Sullivan played professional baseball from 1931 to 1949, including five seasons in Major League Baseball with the Detroit Tigers (1935–36), Boston Bees / Braves (1939–41), and Pittsburgh Pirates (1941). In five major league seasons, he compiled a record of 30–37 with a 4.01 earned run average (ERA). A knuckleball specialist, Sullivan once pitched 12 straight scoreless innings as a relief pitcher.

==Early years==
Sullivan was born in 1910 in Mason City, Illinois. His family moved west, initially to Twin Falls, Idaho, and then to Tracyton, Washington, where his father went to work in the shipyards. Sullivan was a three-sport athlete, playing football, baseball, and basketball, at Silverdale High School where he graduated in 1928.

After high school, Sullivan played semi-pro ball for the Bremerton Cruisers of the Northwest League. In 1929, he played for New Westminster of the Vancouver City League.

==Professional baseball==
===Minor leagues (1930–1934)===
In 1930, Sullivan signed with a scout for the New York Yankees and was assigned to the Hollywood Stars of the Pacific Coast League (PCL). He was then released and played for the Tucson Missions of the Arizona State League. He compiled a 12–3 record in 1931.

In June 1931, the Beaumont Exporters of the Texas League, purchased Sullivan from Tucson for $1,500. He remained with Beaumont from the end of the 1931 season through the 1933 season.

In 1934, he returned to the Hollywood Stars and compiled a 25–11 season with a 2.88 earned run average (ERA).

===Detroit Tigers (1935–36)===
With his strong performance in 1934, Sullivan was promoted to the Detroit Tigers in 1935. In his first start on April 28, he pitched a complete game victory and had two RBIs against the Cleveland Indians.
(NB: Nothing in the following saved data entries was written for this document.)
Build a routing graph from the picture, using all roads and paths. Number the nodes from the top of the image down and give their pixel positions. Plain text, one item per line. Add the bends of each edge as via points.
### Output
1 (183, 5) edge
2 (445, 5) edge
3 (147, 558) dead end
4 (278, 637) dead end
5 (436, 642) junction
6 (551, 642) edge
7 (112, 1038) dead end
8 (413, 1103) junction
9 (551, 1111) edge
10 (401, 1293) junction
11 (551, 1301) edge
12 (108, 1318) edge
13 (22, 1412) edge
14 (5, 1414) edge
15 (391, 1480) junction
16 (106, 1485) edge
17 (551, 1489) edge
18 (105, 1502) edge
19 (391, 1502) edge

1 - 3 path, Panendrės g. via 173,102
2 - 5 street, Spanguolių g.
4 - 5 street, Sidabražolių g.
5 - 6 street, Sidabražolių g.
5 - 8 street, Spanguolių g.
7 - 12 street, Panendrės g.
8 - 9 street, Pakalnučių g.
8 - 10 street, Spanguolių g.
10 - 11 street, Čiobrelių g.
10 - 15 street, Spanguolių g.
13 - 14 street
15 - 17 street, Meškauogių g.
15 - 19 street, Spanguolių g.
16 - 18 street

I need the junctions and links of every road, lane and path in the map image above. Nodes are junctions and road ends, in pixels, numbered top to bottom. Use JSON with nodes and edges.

He followed with two more complete game victories over the Boston Red Sox on May 4 and the Washington Senators on May 10 to extend his record to 3–0.
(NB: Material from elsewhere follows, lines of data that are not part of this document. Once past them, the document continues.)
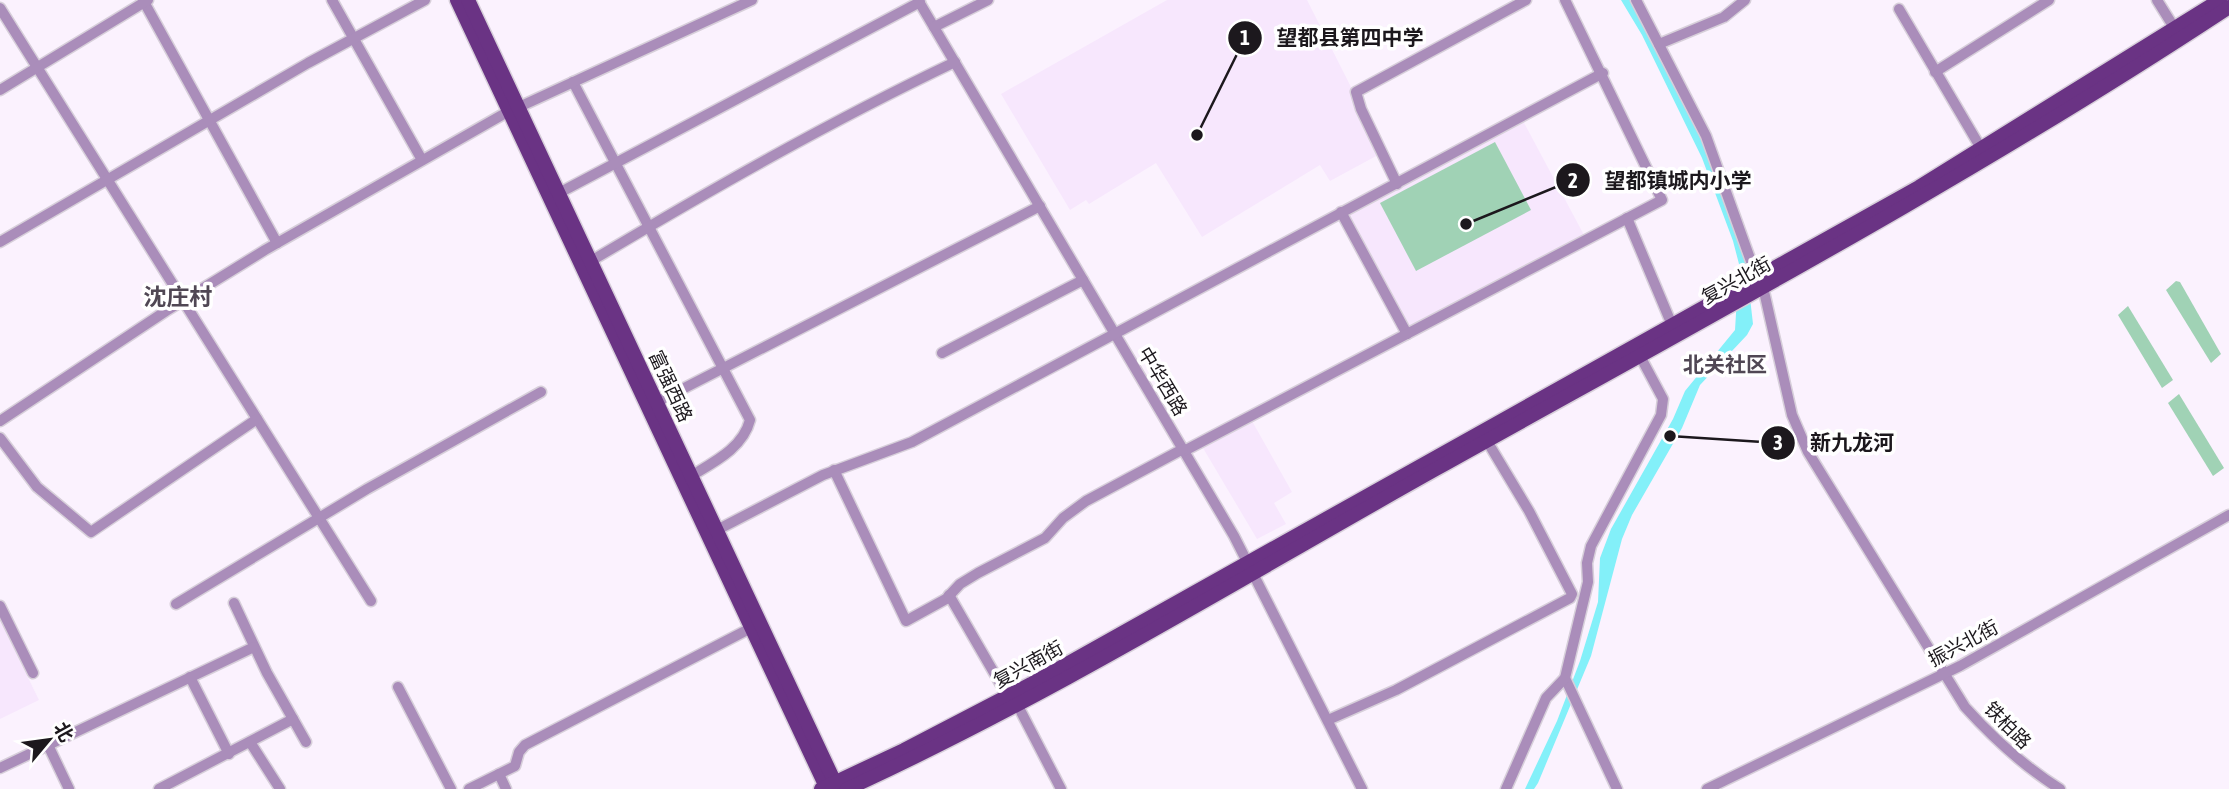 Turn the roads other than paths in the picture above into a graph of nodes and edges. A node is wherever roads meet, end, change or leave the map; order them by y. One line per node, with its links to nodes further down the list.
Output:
1 (332, 0): 21 (street)
2 (425, 0): 21 (street)
3 (457, 0): 29 (main road, 富强西路)
4 (468, 0): 29 (main road, 富强西路)
5 (752, 0): 27 (street)
6 (988, 0): 19 (street)
7 (1526, 0): 35 (street)
8 (1566, 0): 26 (street)
9 (1636, 0): 22 (street, 铁柏路)
10 (1745, 0): 22 (street)
11 (2049, 0): 25 (street)
12 (2157, 0): 20 (street)
13 (2220, 0): 20 (main road, 复兴北街)
14 (145, 1): 24 (street); 30 (street)
15 (919, 1): 19 (street, 中华西路); 33 (street)
16 (2229, 7): 45 (main road, 复兴北街)
17 (0, 8): 24 (street)
18 (1899, 9): 25 (street)
19 (934, 27): 23 (street, 中华西路)
20 (2175, 29): 31 (main road, 复兴北街)
21 (354, 38): 30 (street); 32 (street)
22 (1659, 44): 45 (street, 铁柏路)
23 (955, 62): 37 (street, 中华西路); 40 (street)
24 (36, 68): 28 (street); 34 (street)
25 (1935, 72): 31 (street)
26 (1603, 73): 35 (street); 39 (street)
27 (573, 82): 29 (street); 33 (street)
28 (0, 90)
29 (514, 109): 32 (street); 36 (main road, 富强西路); 72 (main road, 富强西路)
30 (209, 120): 34 (street); 42 (street)
31 (1982, 150): 45 (main road, 复兴北街)
32 (422, 160): 42 (street)
33 (615, 161): 36 (street); 40 (street)
34 (106, 180): 41 (street); 47 (street)
35 (1397, 184): 38 (street)
36 (559, 193): 43 (main road, 富强西路)
37 (1040, 206): 44 (street, 中华西路); 53 (street)
38 (1341, 212): 49 (street); 50 (street)
39 (1627, 218): 48 (street); 50 (street)
40 (650, 226): 43 (street); 53 (street)
41 (0, 242)
42 (277, 243): 47 (street)
43 (591, 261): 55 (main road, 富强西路)
44 (1083, 280): 49 (street, 中华西路); 51 (street)
45 (1757, 284): 46 (main road, 复兴北街); 75 (street, 铁柏路)
46 (1732, 298): 48 (main road, 复兴北街); 52 (main road, 复兴北街)
47 (182, 301): 56 (street); 57 (street)
48 (1672, 326): 66 (main road, 复兴北街)
49 (1114, 332): 60 (street, 中华西路); 61 (street)
50 (1407, 334): 60 (street)
51 (942, 353)
52 (1640, 356): 59 (main road, 复兴北街); 77 (street)
53 (724, 369): 55 (street); 62 (street)
54 (541, 391): 64 (street)
55 (657, 402): 62 (main road, 富强西路)
56 (257, 419): 58 (street); 64 (street)
57 (0, 421)
58 (0, 438)
59 (1487, 441): 66 (main road, 复兴北街); 81 (street)
60 (1184, 450): 66 (street, 中华西路); 67 (street)
61 (834, 470): 65 (street); 67 (street)
62 (691, 476): 65 (main road, 富强西路)
63 (2229, 515): 75 (street, 振兴北街)
64 (319, 518): 68 (street); 70 (street)
65 (717, 530): 89 (main road, 富强西路)
66 (1251, 568): 79 (main road, 复兴南街); 81 (street, 中华西路)
67 (949, 595): 79 (street)
68 (371, 601)
69 (234, 603): 73 (street)
70 (176, 604)
71 (0, 606): 74 (street)
72 (751, 628): 87 (street); 89 (main road, 富强西路)
73 (254, 647): 76 (street); 80 (street)
74 (33, 673)
75 (1944, 674): 88 (street, 振兴北街); 101 (street, 铁柏路)
76 (190, 677): 84 (street); 85 (street)
77 (1567, 681): 98 (street); 99 (street)
78 (398, 687): 93 (street)
79 (1012, 700): 89 (main road, 复兴南街); 96 (street)
80 (293, 719): 82 (street); 83 (street)
81 (1328, 720): 97 (street, 中华西路)
82 (250, 742): 85 (street); 92 (street)
83 (306, 742)
84 (48, 745): 86 (street); 90 (street)
85 (229, 754): 91 (street)
86 (0, 768)
87 (499, 774): 94 (street); 95 (street)
88 (1729, 784): 100 (street, 振兴北街)
89 (832, 788)
90 (69, 789)
91 (159, 789)
92 (280, 789)
93 (451, 789)
94 (469, 789)
95 (506, 789)
96 (1061, 789)
97 (1362, 789)
98 (1506, 789)
99 (1617, 789)
100 (1707, 789)
101 (2060, 789)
Sullivan declined after his first three starts, ultimately appearing in 25 games for the 1935 Tigers with a 6–6 record and a 3.51 ERA. The Tigers won the American League pennant, but Sullivan did not play in the 1935 World Series.

In 1936, Sullivan appeared in 26 games, four as a starter, and compiled 2–5 record with a 6.78 ERA.

===Minor leagues (1937–38)===
In 1937, Sullivan returned to the minor leagues, appearing in 37 games, 29 as a starter, for the Toledo Mud Hens. He compiled a 14–14 record with a 4.66 ERA.

In 1938, he joined the Toronto Maple Leafs of the International League. He appeared in 37 games, 29 as a starter, and compiled an 18–10 record with a 3.76 ERA.

===Boston and Pittsburgh (1939–41)===
In 1939, Sullivan was given a second chance by the Boston Braves. In 1939, he appeared in 31 games, 11 as a starter, and compiled a 6–9 record with a 3.64 ERA in 1252/3 innings. In 1940, he appeared in 36 games, 22 as a starter, and compiled a 10–14 record with a 3.55 ERA in 1771/3 innings.

Sullivan began the 1941 season with the Braves but was sold to the Pittsburgh Pirates in June. During the complete season, he appeared in 32 games, six as a starter, and compiled a 6–3 record with a 3.63 ERA. In the last half of the season, he went 4–1 with a 2.97 ERA for the Pirates. Despite having his first winning record and his lowest ERA, Sullivan never played another game in the major leagues.

===Minor leagues (1942–49)===
Sullivan played for Toronto Maple Leafs of the International League (1942–1944), Oakland Oaks and Portland Beavers of the PCL (1944), Bremerton Bluejackets of the Western International League (1946–1949). He compiled identical 13–5 records in 1947 and 1948 with ERAs of 2.68 and 2.86.

==Family and later years==
Sullivan married Maxyne Whitaker in 1928. They had a son, Jackie, in 1930. Maxyne died in 1968, and he was later married to his second wife, Marge.

In 1945, he began a career with the Puget Sound Naval Shipyard, where he eventually became fire chief and worked until 1970.

Sullivan died in 1985 at age 74 in Sequim, Washington, after a long battle with lung cancer.